** Opening SOURCE MATERIAL block **

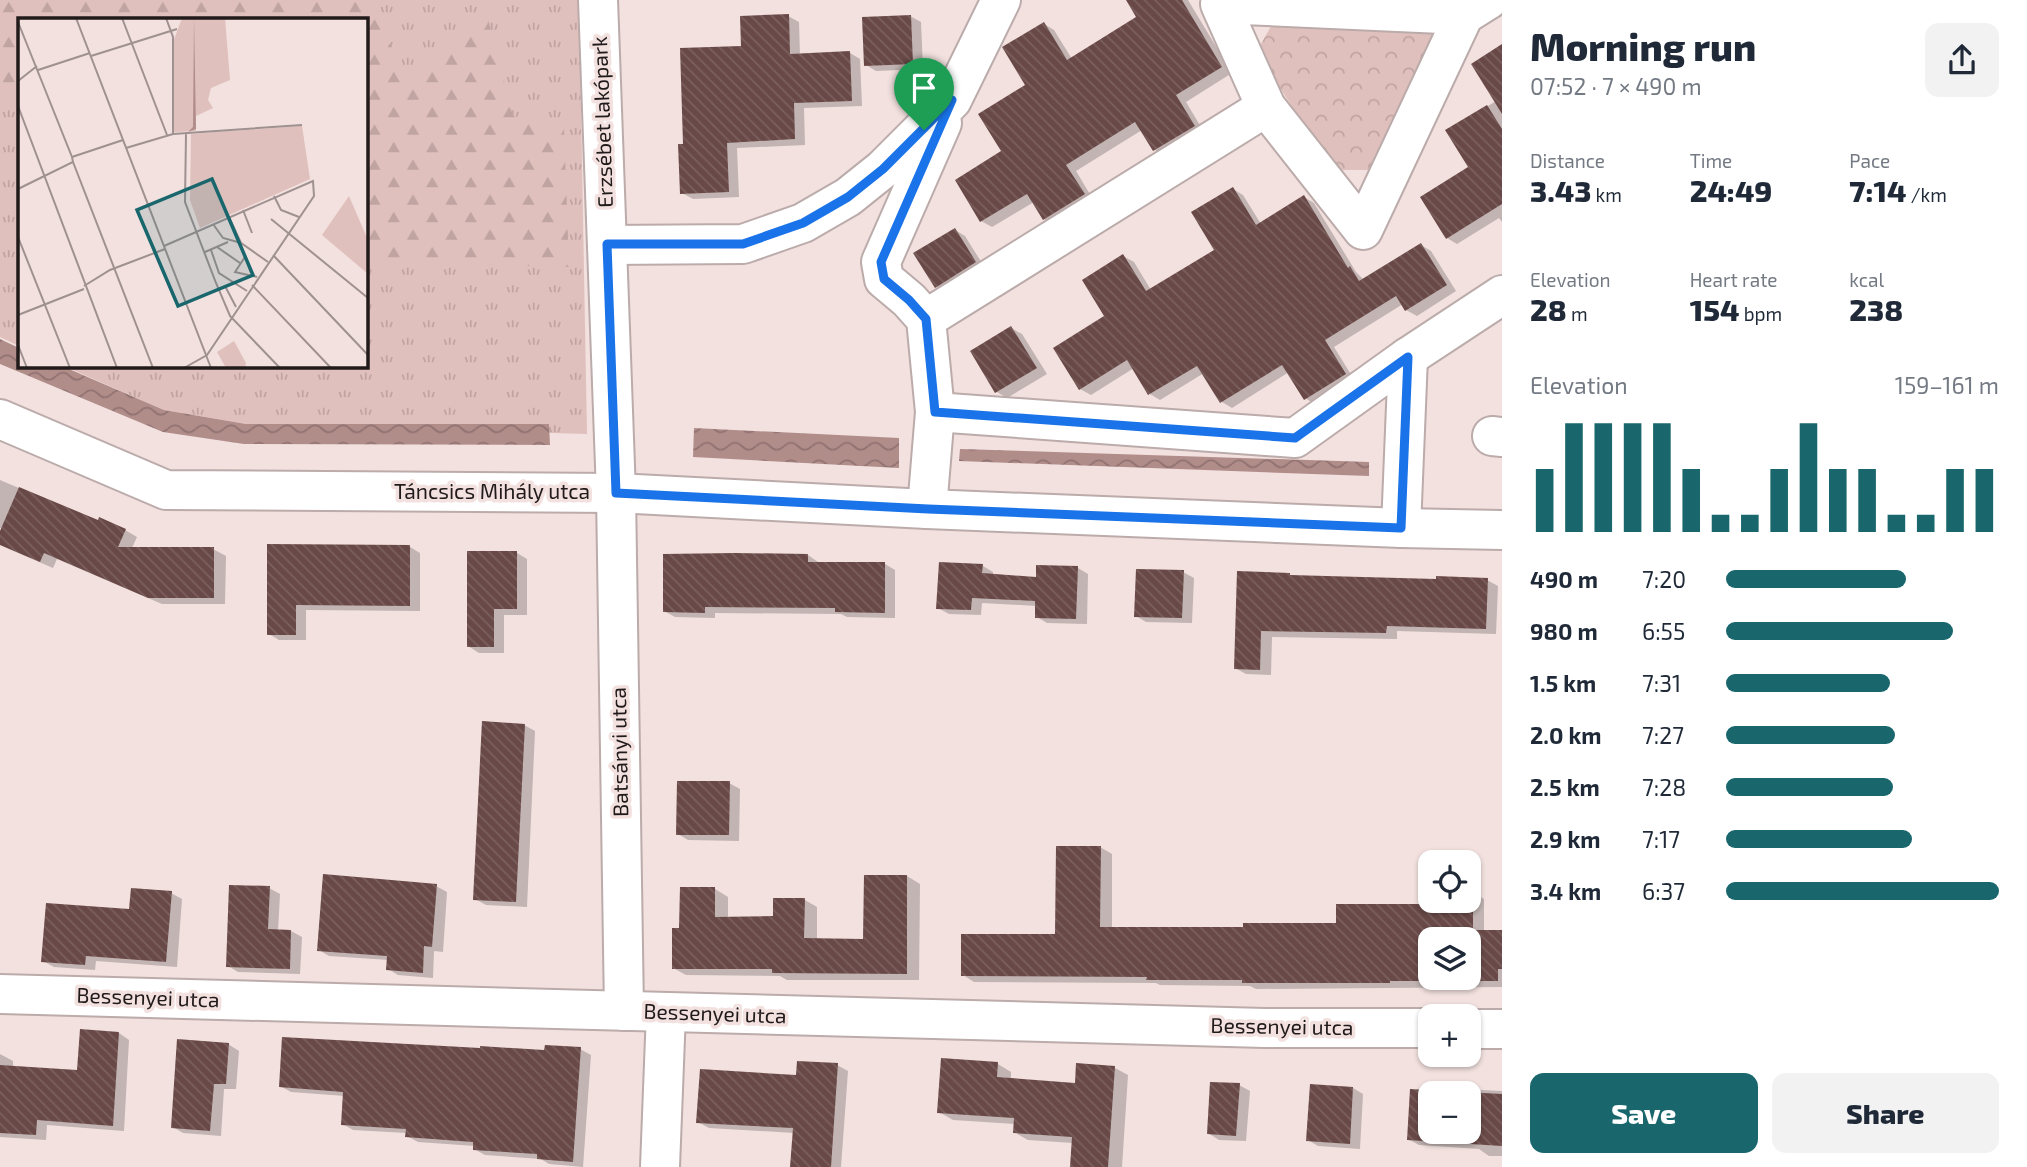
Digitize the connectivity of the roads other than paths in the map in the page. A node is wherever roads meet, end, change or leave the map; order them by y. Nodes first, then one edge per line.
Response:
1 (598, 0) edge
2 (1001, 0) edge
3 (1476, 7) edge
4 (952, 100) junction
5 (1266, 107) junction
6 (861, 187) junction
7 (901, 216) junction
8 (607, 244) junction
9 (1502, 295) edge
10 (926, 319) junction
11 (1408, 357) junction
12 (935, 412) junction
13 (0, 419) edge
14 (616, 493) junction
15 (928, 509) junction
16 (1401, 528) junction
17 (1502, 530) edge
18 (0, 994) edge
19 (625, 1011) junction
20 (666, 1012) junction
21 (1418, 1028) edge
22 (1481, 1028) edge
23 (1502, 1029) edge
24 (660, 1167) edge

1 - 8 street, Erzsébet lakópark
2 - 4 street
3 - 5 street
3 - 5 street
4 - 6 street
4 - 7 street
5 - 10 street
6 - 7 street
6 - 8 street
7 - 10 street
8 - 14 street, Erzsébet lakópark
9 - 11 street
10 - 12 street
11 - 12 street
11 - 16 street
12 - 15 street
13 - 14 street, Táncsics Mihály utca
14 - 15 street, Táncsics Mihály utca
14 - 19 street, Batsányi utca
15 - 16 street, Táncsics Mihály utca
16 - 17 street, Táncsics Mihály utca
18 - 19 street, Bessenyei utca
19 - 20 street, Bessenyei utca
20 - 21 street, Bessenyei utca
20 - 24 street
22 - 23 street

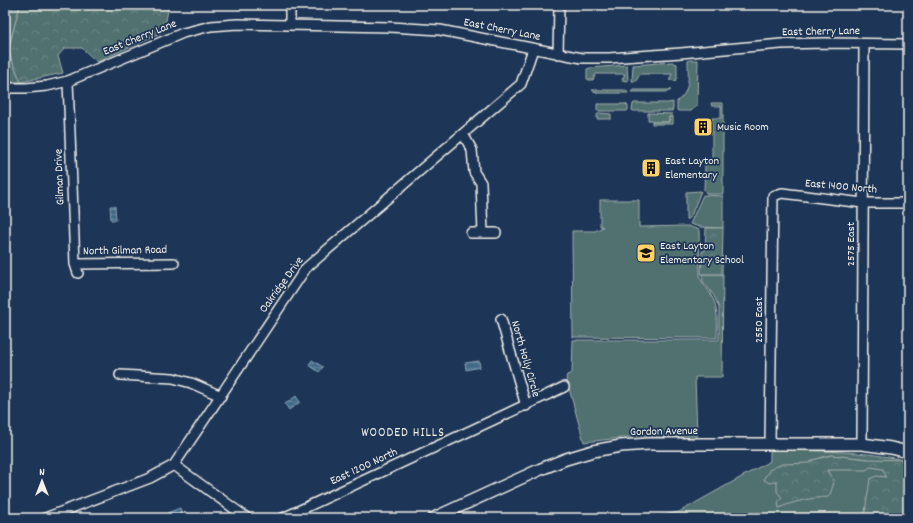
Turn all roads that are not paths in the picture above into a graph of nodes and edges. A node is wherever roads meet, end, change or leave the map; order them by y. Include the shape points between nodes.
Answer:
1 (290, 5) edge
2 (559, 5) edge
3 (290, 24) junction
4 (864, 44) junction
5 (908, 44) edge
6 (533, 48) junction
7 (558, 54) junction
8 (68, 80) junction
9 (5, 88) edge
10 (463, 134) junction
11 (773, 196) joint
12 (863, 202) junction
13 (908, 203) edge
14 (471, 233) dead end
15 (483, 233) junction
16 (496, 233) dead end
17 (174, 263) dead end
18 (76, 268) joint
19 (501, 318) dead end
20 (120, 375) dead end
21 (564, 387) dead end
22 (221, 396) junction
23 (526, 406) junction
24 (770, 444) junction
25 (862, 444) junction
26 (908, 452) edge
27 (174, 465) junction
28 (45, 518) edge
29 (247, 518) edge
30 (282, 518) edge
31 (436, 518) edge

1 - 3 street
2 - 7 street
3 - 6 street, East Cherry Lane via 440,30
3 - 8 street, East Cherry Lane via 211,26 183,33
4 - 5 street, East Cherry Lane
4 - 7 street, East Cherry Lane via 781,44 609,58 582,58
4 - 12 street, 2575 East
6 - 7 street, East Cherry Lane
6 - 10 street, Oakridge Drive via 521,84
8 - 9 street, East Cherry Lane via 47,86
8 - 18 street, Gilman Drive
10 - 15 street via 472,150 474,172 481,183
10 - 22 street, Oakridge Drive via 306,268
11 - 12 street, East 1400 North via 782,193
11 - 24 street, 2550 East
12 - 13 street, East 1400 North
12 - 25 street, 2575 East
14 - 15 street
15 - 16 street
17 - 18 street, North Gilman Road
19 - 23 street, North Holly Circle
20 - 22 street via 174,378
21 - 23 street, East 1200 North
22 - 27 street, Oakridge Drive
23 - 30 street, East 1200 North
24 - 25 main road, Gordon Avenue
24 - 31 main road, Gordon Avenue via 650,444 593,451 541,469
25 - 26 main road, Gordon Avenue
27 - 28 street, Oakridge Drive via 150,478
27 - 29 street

** Closing SOURCE MATERIAL block **

§ **WHAT THE TASK ASKS**:
Would you please retype all the data exactly? Leave out whatever pictures it holds.

§ **RESPONSE FOR THIS EXERCISE**:
Digitize the connectivity of the roads other than paths in the map in the page. A node is wherever roads meet, end, change or leave the map; order them by y. Nodes first, then one edge per line.
Response:
1 (598, 0) edge
2 (1001, 0) edge
3 (1476, 7) edge
4 (952, 100) junction
5 (1266, 107) junction
6 (861, 187) junction
7 (901, 216) junction
8 (607, 244) junction
9 (1502, 295) edge
10 (926, 319) junction
11 (1408, 357) junction
12 (935, 412) junction
13 (0, 419) edge
14 (616, 493) junction
15 (928, 509) junction
16 (1401, 528) junction
17 (1502, 530) edge
18 (0, 994) edge
19 (625, 1011) junction
20 (666, 1012) junction
21 (1418, 1028) edge
22 (1481, 1028) edge
23 (1502, 1029) edge
24 (660, 1167) edge

1 - 8 street, Erzsébet lakópark
2 - 4 street
3 - 5 street
3 - 5 street
4 - 6 street
4 - 7 street
5 - 10 street
6 - 7 street
6 - 8 street
7 - 10 street
8 - 14 street, Erzsébet lakópark
9 - 11 street
10 - 12 street
11 - 12 street
11 - 16 street
12 - 15 street
13 - 14 street, Táncsics Mihály utca
14 - 15 street, Táncsics Mihály utca
14 - 19 street, Batsányi utca
15 - 16 street, Táncsics Mihály utca
16 - 17 street, Táncsics Mihály utca
18 - 19 street, Bessenyei utca
19 - 20 street, Bessenyei utca
20 - 21 street, Bessenyei utca
20 - 24 street
22 - 23 street

Turn all roads that are not paths in the picture above into a graph of nodes and edges. A node is wherever roads meet, end, change or leave the map; order them by y. Include the shape points between nodes.
Answer:
1 (290, 5) edge
2 (559, 5) edge
3 (290, 24) junction
4 (864, 44) junction
5 (908, 44) edge
6 (533, 48) junction
7 (558, 54) junction
8 (68, 80) junction
9 (5, 88) edge
10 (463, 134) junction
11 (773, 196) joint
12 (863, 202) junction
13 (908, 203) edge
14 (471, 233) dead end
15 (483, 233) junction
16 (496, 233) dead end
17 (174, 263) dead end
18 (76, 268) joint
19 (501, 318) dead end
20 (120, 375) dead end
21 (564, 387) dead end
22 (221, 396) junction
23 (526, 406) junction
24 (770, 444) junction
25 (862, 444) junction
26 (908, 452) edge
27 (174, 465) junction
28 (45, 518) edge
29 (247, 518) edge
30 (282, 518) edge
31 (436, 518) edge

1 - 3 street
2 - 7 street
3 - 6 street, East Cherry Lane via 440,30
3 - 8 street, East Cherry Lane via 211,26 183,33
4 - 5 street, East Cherry Lane
4 - 7 street, East Cherry Lane via 781,44 609,58 582,58
4 - 12 street, 2575 East
6 - 7 street, East Cherry Lane
6 - 10 street, Oakridge Drive via 521,84
8 - 9 street, East Cherry Lane via 47,86
8 - 18 street, Gilman Drive
10 - 15 street via 472,150 474,172 481,183
10 - 22 street, Oakridge Drive via 306,268
11 - 12 street, East 1400 North via 782,193
11 - 24 street, 2550 East
12 - 13 street, East 1400 North
12 - 25 street, 2575 East
14 - 15 street
15 - 16 street
17 - 18 street, North Gilman Road
19 - 23 street, North Holly Circle
20 - 22 street via 174,378
21 - 23 street, East 1200 North
22 - 27 street, Oakridge Drive
23 - 30 street, East 1200 North
24 - 25 main road, Gordon Avenue
24 - 31 main road, Gordon Avenue via 650,444 593,451 541,469
25 - 26 main road, Gordon Avenue
27 - 28 street, Oakridge Drive via 150,478
27 - 29 street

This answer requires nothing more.